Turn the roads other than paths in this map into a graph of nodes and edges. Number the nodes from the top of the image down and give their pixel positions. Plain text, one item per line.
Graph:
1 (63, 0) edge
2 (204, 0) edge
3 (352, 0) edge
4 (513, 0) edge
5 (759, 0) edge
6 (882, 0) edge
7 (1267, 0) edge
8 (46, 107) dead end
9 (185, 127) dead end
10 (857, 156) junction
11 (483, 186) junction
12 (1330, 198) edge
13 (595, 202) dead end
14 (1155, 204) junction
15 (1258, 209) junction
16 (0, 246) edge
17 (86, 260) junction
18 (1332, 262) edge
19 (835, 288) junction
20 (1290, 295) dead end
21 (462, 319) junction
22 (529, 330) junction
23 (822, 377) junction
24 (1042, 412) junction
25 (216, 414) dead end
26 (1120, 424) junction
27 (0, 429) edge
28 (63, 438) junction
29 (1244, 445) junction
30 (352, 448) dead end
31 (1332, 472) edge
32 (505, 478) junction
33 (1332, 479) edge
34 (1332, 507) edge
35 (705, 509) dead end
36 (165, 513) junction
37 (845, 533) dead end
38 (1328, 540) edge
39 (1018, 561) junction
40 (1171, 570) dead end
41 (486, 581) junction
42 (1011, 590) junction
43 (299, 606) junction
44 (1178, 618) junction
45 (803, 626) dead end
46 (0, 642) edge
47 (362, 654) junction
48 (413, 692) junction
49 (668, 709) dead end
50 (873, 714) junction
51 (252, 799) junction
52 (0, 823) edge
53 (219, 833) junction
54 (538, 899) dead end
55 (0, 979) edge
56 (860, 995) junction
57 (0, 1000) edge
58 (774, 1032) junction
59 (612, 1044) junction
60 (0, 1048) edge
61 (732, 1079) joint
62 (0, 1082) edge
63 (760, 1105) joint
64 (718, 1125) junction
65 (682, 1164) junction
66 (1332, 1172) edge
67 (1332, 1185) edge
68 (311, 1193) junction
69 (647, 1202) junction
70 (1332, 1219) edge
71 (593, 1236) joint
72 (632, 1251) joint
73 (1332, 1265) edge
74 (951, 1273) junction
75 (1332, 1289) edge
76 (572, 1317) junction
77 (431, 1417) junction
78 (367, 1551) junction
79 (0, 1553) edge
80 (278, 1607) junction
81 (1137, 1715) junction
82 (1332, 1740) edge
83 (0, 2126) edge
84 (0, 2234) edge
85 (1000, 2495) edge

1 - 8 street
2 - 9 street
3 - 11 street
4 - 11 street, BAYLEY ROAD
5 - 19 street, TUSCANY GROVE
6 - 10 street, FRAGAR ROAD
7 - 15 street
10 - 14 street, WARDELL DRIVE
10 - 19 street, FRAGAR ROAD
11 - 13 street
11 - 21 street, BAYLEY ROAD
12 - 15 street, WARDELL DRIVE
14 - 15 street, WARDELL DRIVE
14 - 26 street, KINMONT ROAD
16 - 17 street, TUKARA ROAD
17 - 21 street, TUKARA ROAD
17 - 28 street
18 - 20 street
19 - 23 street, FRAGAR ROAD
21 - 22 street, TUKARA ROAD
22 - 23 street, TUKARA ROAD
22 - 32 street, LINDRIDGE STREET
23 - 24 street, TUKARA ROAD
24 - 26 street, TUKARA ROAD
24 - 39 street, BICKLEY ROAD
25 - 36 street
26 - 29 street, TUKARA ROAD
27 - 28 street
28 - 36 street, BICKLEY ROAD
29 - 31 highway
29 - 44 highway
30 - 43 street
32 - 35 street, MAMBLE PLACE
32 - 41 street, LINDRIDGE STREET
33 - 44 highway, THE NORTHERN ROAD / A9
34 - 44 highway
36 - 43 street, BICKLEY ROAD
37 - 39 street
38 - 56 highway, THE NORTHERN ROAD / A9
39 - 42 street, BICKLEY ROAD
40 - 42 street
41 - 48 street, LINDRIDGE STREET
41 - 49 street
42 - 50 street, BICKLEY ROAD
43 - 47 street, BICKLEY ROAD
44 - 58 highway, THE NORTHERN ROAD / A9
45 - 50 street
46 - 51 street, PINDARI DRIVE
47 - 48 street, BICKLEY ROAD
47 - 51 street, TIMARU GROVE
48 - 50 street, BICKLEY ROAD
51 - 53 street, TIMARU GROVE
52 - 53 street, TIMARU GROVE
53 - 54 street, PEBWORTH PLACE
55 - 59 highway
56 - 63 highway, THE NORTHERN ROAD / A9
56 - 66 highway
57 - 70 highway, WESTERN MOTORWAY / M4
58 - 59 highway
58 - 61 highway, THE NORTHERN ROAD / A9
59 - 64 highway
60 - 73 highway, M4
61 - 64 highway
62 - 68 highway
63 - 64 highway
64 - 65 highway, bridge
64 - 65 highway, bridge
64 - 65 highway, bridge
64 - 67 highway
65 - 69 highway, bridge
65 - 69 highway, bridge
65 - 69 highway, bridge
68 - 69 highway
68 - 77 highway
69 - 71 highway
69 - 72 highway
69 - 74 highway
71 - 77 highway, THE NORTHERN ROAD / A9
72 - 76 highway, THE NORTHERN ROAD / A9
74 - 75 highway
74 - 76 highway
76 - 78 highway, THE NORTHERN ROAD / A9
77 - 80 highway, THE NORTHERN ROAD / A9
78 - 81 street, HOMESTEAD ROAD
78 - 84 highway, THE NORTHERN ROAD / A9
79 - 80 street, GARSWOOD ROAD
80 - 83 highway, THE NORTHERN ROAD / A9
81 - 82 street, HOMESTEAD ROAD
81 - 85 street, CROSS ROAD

▸ **WORK TASK**
The result should be every line of the material that contains the word "LINDRIDGE", so copy those lines.

▸ **TASK RESULT**
22 - 32 street, LINDRIDGE STREET
32 - 41 street, LINDRIDGE STREET
41 - 48 street, LINDRIDGE STREET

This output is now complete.